Il concerto si snoda per quasi 2 sublimi ore ed attraverso i brani dell’uno e dell’altra arriviamo all’applauso finale ed ai bis, a richiesta. Interrompe a metà un brano perché non se lo ricorda più, ride senza ritegno, quindi chiude definitivamente con “Guillotine”, a me scende sincera una lacrima. I musicisti bravissimi, la sala è gremita di persone stipate ovunque.

Avendola sfiorata all’arrivo, decido che non posso lasciarmela scappare di nuovo e così aspetto, discutendo più volte coi buttafuori che volevano sgombrare velocemente il locale. Mi si accodano altre poche persone. Esce prima Selway, cui faccio i complimenti e chiedo come si senta ad essere sgattaiolato fuori dall’ingombrante ombra di Yorke e mi risponde che sta benissimo, che la dimensione dei piccoli club è la cosa di cui ha bisogno ora e che la serata è stata una soddisfazione, e mi autografa il biglietto.
Quindi eccola, di nuovo con la maglia blu dell’inizio, sistemata un po’ meglio sulle spalle, che ci supera velocemente perché deve andare in bagno… Quando torna, sono la prima della fila che si è creata per lei, le vado incontro e farfuglio quattro parole. Le chiedo come stia, se è davvero serena come è apparsa sul palco e sorridendo dolcemente mi dice di sì, che sta bene e che la serata è stata meglio di quanto si aspettasse, che siamo stata un’audience perfetta, tutti concentrati, silenti, emozionati, rispettosi, e dato che nel pomeriggio avevano guidato per ore e ore, questo era proprio ciò di cui avessero bisogno. Mi sorride, mi dice che è molto stanca ma contenta.

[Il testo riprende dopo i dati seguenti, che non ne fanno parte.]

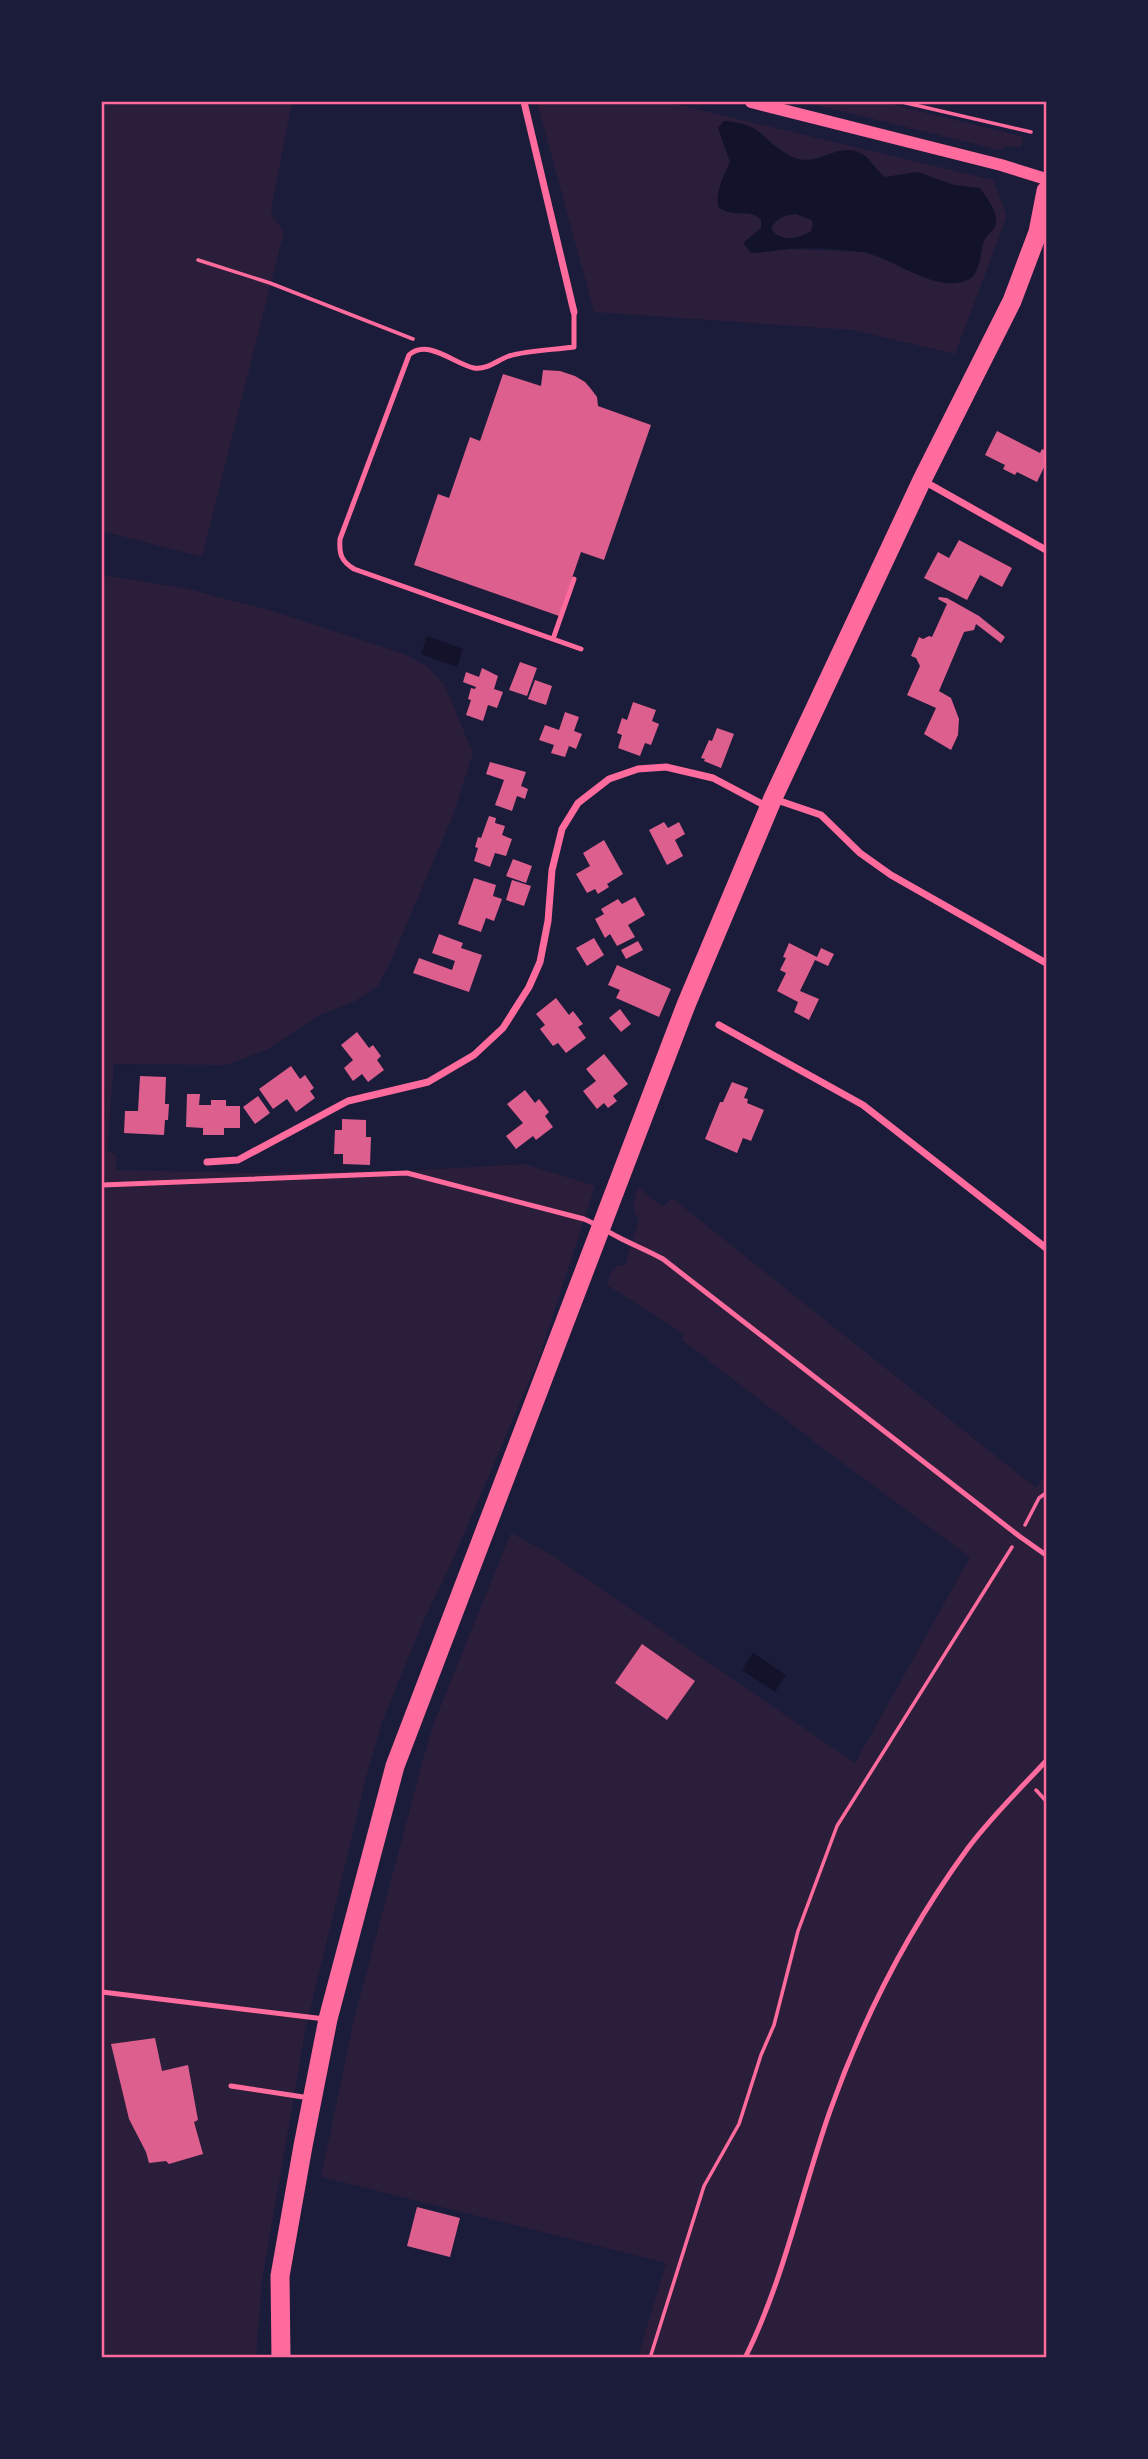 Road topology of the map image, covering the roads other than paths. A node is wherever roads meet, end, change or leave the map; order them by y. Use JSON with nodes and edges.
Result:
{"nodes":[{"id":1,"x":524,"y":102,"type":"edge"},
{"id":2,"x":751,"y":102,"type":"edge"},
{"id":3,"x":1046,"y":179,"type":"edge"},
{"id":4,"x":1046,"y":191,"type":"edge"},
{"id":5,"x":574,"y":312,"type":"joint"},
{"id":6,"x":922,"y":480,"type":"junction"},
{"id":7,"x":1046,"y":550,"type":"edge"},
{"id":8,"x":575,"y":579,"type":"dead end"},
{"id":9,"x":553,"y":639,"type":"junction"},
{"id":10,"x":581,"y":649,"type":"dead end"},
{"id":11,"x":771,"y":803,"type":"junction"},
{"id":12,"x":1046,"y":963,"type":"edge"},
{"id":13,"x":719,"y":1025,"type":"dead end"},
{"id":14,"x":206,"y":1162,"type":"dead end"},
{"id":15,"x":102,"y":1185,"type":"edge"},
{"id":16,"x":602,"y":1226,"type":"junction"},
{"id":17,"x":1046,"y":1248,"type":"edge"},
{"id":18,"x":1046,"y":1555,"type":"edge"},
{"id":19,"x":1046,"y":1761,"type":"edge"},
{"id":20,"x":102,"y":1992,"type":"edge"},
{"id":21,"x":328,"y":2019,"type":"junction"},
{"id":22,"x":231,"y":2086,"type":"dead end"},
{"id":23,"x":313,"y":2098,"type":"junction"},
{"id":24,"x":281,"y":2357,"type":"edge"},
{"id":25,"x":745,"y":2357,"type":"edge"}],
"edges":[{"from":1,"to":5,"type":"street"},
{"from":2,"to":3,"type":"street"},
{"from":4,"to":6,"type":"highway"},
{"from":5,"to":9,"type":"lane"},
{"from":6,"to":7,"type":"street"},
{"from":6,"to":11,"type":"highway"},
{"from":8,"to":9,"type":"lane"},
{"from":9,"to":10,"type":"lane"},
{"from":11,"to":12,"type":"street"},
{"from":11,"to":14,"type":"street"},
{"from":11,"to":16,"type":"highway"},
{"from":13,"to":17,"type":"street"},
{"from":15,"to":16,"type":"lane"},
{"from":16,"to":18,"type":"lane"},
{"from":16,"to":21,"type":"highway"},
{"from":19,"to":25,"type":"lane"},
{"from":20,"to":21,"type":"lane"},
{"from":21,"to":23,"type":"highway"},
{"from":22,"to":23,"type":"lane"},
{"from":23,"to":24,"type":"highway"}]} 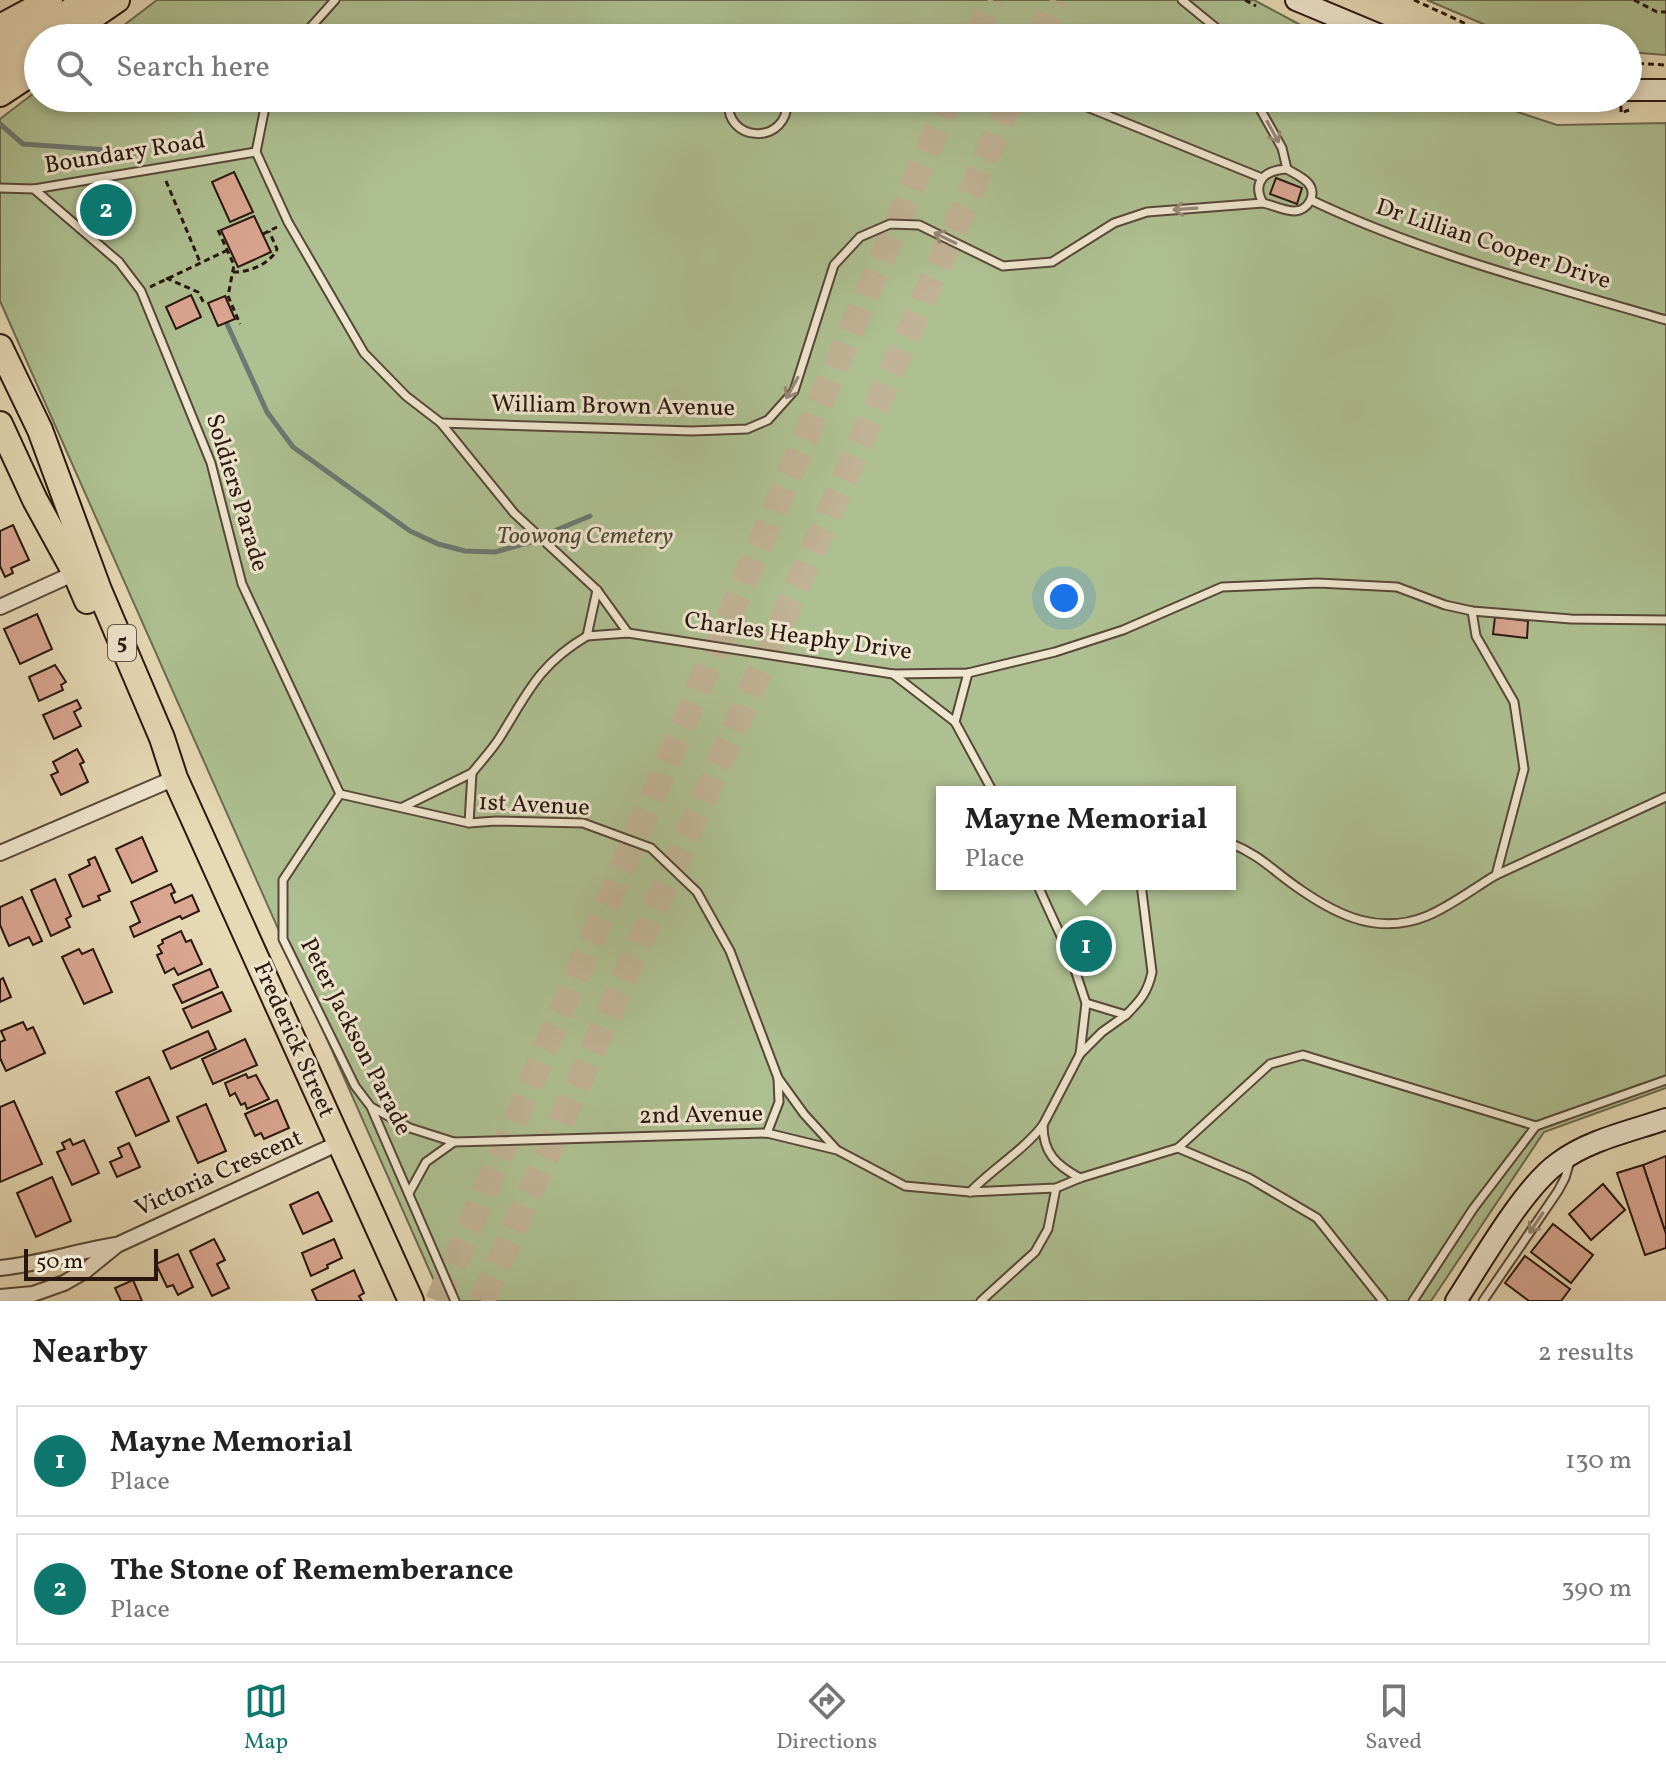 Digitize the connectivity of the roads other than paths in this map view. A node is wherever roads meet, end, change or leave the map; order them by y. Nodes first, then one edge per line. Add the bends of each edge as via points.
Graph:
1 (117, 0) edge
2 (335, 0) edge
3 (1182, 0) edge
4 (1296, 0) edge
5 (90, 8) edge
6 (59, 18) edge
7 (314, 24) edge
8 (1211, 24) edge
9 (1353, 24) edge
10 (0, 27) edge
11 (24, 38) edge
12 (0, 49) edge
13 (24, 58) edge
14 (0, 70) edge
15 (24, 78) edge
16 (1642, 90) edge
17 (1666, 90) edge
18 (0, 94) edge
19 (264, 112) edge
20 (729, 112) edge
21 (786, 112) edge
22 (1099, 112) edge
23 (1262, 112) edge
24 (256, 152) junction
25 (1287, 169) junction
26 (1262, 178) junction
27 (0, 188) edge
28 (34, 189) junction
29 (1311, 200) junction
30 (1263, 203) junction
31 (1666, 320) edge
32 (0, 347) edge
33 (0, 385) edge
34 (441, 423) junction
35 (0, 424) edge
36 (75, 573) junction
37 (597, 590) junction
38 (0, 607) edge
39 (1472, 611) junction
40 (1666, 620) edge
41 (628, 633) junction
42 (587, 636) junction
43 (968, 673) junction
44 (893, 674) junction
45 (955, 722) junction
46 (472, 773) junction
47 (175, 778) junction
48 (990, 786) edge
49 (340, 794) junction
50 (1666, 797) edge
51 (403, 807) junction
52 (469, 823) junction
53 (1236, 845) edge
54 (0, 853) edge
55 (1496, 875) junction
56 (1040, 890) edge
57 (1142, 890) edge
58 (1086, 1003) junction
59 (1126, 1015) junction
60 (1080, 1054) junction
61 (778, 1078) junction
62 (1666, 1080) edge
63 (371, 1107) junction
64 (1666, 1119) edge
65 (1043, 1125) junction
66 (1536, 1126) junction
67 (767, 1133) junction
68 (454, 1142) junction
69 (339, 1143) junction
70 (1178, 1148) junction
71 (837, 1150) junction
72 (1572, 1155) junction
73 (1080, 1178) junction
74 (1056, 1188) junction
75 (970, 1192) junction
76 (409, 1193) junction
77 (117, 1245) junction
78 (0, 1268) edge
79 (0, 1297) edge
80 (411, 1301) edge
81 (455, 1301) edge
82 (981, 1301) edge
83 (1383, 1301) edge
84 (1413, 1301) edge
85 (1456, 1301) edge
86 (1483, 1301) edge

1 - 5 highway
2 - 7 lane
3 - 8 lane
4 - 9 main road
5 - 6 highway
6 - 10 highway
11 - 12 highway
13 - 14 highway
15 - 18 highway
16 - 17 main road
19 - 24 lane
20 - 21 lane via 733,122 759,134 778,127
22 - 26 lane
23 -> 25 lane
24 - 28 lane, Boundary Road
24 - 34 lane via 288,222 364,353
25 - 26 lane via 1271,170
25 - 29 lane via 1308,183
26 - 30 lane via 1258,194
27 - 28 lane, Boundary Road
28 - 49 lane, Soldiers Parade via 119,262 141,291 211,463 242,584
29 - 30 lane via 1294,211
29 - 31 lane, Dr Lillian Cooper Drive via 1426,248
30 -> 34 lane, William Brown Avenue via 1147,212 1114,223 1052,262 1003,266 919,225 890,224 860,237 834,265 794,391 768,420 747,429
32 - 47 highway, Frederick Street / 5 via 40,430
33 - 36 highway, 5 via 67,534
34 - 37 lane via 514,513
35 - 36 highway, Frederick Street
36 - 38 street
36 - 47 highway, Frederick Street / 5 via 150,744
37 - 41 lane
37 - 42 lane
39 - 40 lane, Charles Heaphy Drive
39 - 43 lane, Charles Heaphy Drive via 1397,587 1222,587 1123,630
39 - 55 lane via 1476,636 1514,702 1524,769
41 - 42 lane, Charles Heaphy Drive
41 - 44 lane, Charles Heaphy Drive
42 - 46 lane via 564,649 531,684 501,737
43 - 44 lane, Charles Heaphy Drive
43 - 45 lane
44 - 45 lane
45 - 48 lane
46 - 51 lane
46 - 52 lane
47 - 54 street
47 - 69 highway, Frederick Street / 5
49 - 51 lane, 1st Avenue
49 - 63 lane, Peter Jackson Parade via 283,880 283,939 355,1086
50 - 55 lane
51 - 52 lane, 1st Avenue
52 - 61 lane, 1st Avenue via 583,823 651,848 697,892 730,951
53 - 55 lane via 1254,852 1340,915 1389,925 1427,916
56 - 58 lane
57 - 59 lane via 1152,972 1143,997
58 - 59 lane
58 - 60 lane
59 - 60 lane
60 - 65 lane
61 - 67 lane via 779,1102
61 - 71 lane
62 - 66 lane
63 - 68 lane, 2nd Avenue via 410,1128
63 - 76 lane, Peter Jackson Parade
64 - 72 main road
65 - 73 lane via 1050,1157
65 - 75 lane
66 - 70 lane via 1303,1055 1270,1064
66 - 84 lane via 1481,1197
67 - 68 lane, 2nd Avenue
67 - 71 lane, 2nd Avenue
68 - 76 lane via 426,1162
69 - 77 street, Victoria Crescent
69 - 80 highway, Frederick Street / 5
70 - 73 lane, 2nd Avenue
70 - 83 lane via 1249,1178 1317,1218
71 - 75 lane, 2nd Avenue via 905,1186
72 - 85 main road via 1557,1163 1525,1199
72 -> 86 lane via 1558,1191
73 - 74 lane, 2nd Avenue
74 - 75 lane, 2nd Avenue
74 - 82 lane via 1048,1229 1035,1252
76 - 81 lane, Peter Jackson Parade
77 - 78 street, Victoria Crescent
77 - 79 street, Victoria Crescent via 64,1283 33,1294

Poi mi autografa il cd portatole apposta a questo scopo e mentre le dico che la sua musica mi emoziona enormemente mi stringe dapprima la mano ringraziandomi, quindi mi abbraccia forte e  mi bacia sulle guance.

Usciamo e ci dirigiamo verso la macchina, io camminando come su dei cuscinetti a sfera. La serata è limpida ed io sono felice come una cretina.